In moltissime altre pagine di Le montagne e il profumo del mosto, Alberto Paleari racconta allora di questo suo grande amore, che richiede spesso lucidità e fermezza. In certi momenti, occorre prendere decisioni che sono vere e proprie questioni di vita o di morte: esistono, ad esempio, migliaia di modi per appoggiare un piede su una roccia, ma solo uno è quello giusto, quello che salva te e i tuoi compagni da morte certa.
La montagna dona gioie e soddisfazioni, ma anche amarezza quando le cose non vanno come dovrebbero; è il caso dei due racconti in cui si assiste alla morte di un alpinista – prima un amico, poi una guida –, di fronte a cui Alberto non può fare niente. Qui emerge la vitale differenza tra “soccorso” e “salvataggio”: il soccorso alpino soccorre, appunto, ma non sempre riesce a salvare, lasciando in questi casi lunghi strascichi di scoraggiamento e senso di sconfitta. A volte, sono i soccorritori alpini a perire loro stessi nel tentativo di salvare qualcun altro. Anche se questo è quasi sempre dovuto a un loro errore, queste persone non andrebbero mai biasimate; piuttosto, andrebbero celebrate la bellezza e l’eroicità dei loro gesti, che per loro sono scontati e dovuti ma che, in realtà, sono sempre atti di amore incondizionato verso gli altri esseri umani.
Le montagne e il profumo del mosto: quando sei tu a finire dentro a una valanga
In Le montagne e il profumo del mosto, Alberto Paleari racconta di essere finito due volte in mezzo a una valanga. Nella prima, negli anni ’70, per fortuna la neve non si compatta e lascia degli spiragli da cui Alberto riesce a respirare per oltre un’ora, prima che l’amico Luigi lo ritrovi.
La seconda capita diversi decenni più avanti, con vista Monte Rosa. Quando la neve fredda spazza via Alberto all’improvviso, una serie di pensieri si affacciano nella sua mente: “il primo pensiero che ebbi fu: vabbè, sessant’anni è una cifra tonda. […] Intanto mi accorsi che la velocità stava rallentando, il secondo pensiero che ebbi fu infatti: non va così male, se adesso si ferma sono salvo. Purtroppo il terzo pensiero fu: bastarda, non s’è fermata”.

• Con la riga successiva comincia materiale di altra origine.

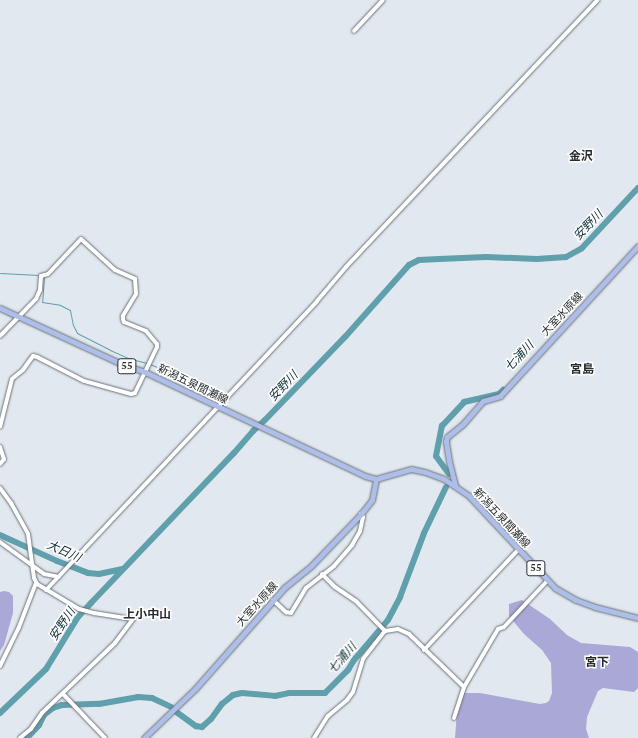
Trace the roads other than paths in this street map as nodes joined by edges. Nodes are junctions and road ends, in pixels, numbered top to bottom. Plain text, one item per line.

In quei brevissimi ma lunghissimi momenti, l’aldilà appare chiaro nella mente: di fronte agli occhi passano le paure e gli amori, le filosofie e tutte le arti, la grandezza o la meschinità di vite intere. Tutto sembra avere senso, e niente sembra averne. Alla fine, Alberto riesce a uscire dalla valanga incolume ma, a ripensarci, per lui la morte non sarebbe stata così tragica, perché “la vita mi ha dato molto: l’amore di donne meravigliose, la consolazione e le ansie della paternità, Cechov, il vizio ostinato della lettura e quello disperato della scrittura, una sera sui gradini del Partenone, il Requiem tedesco di Brahms alla Scala, soprattutto le montagne e il profumo del mosto”.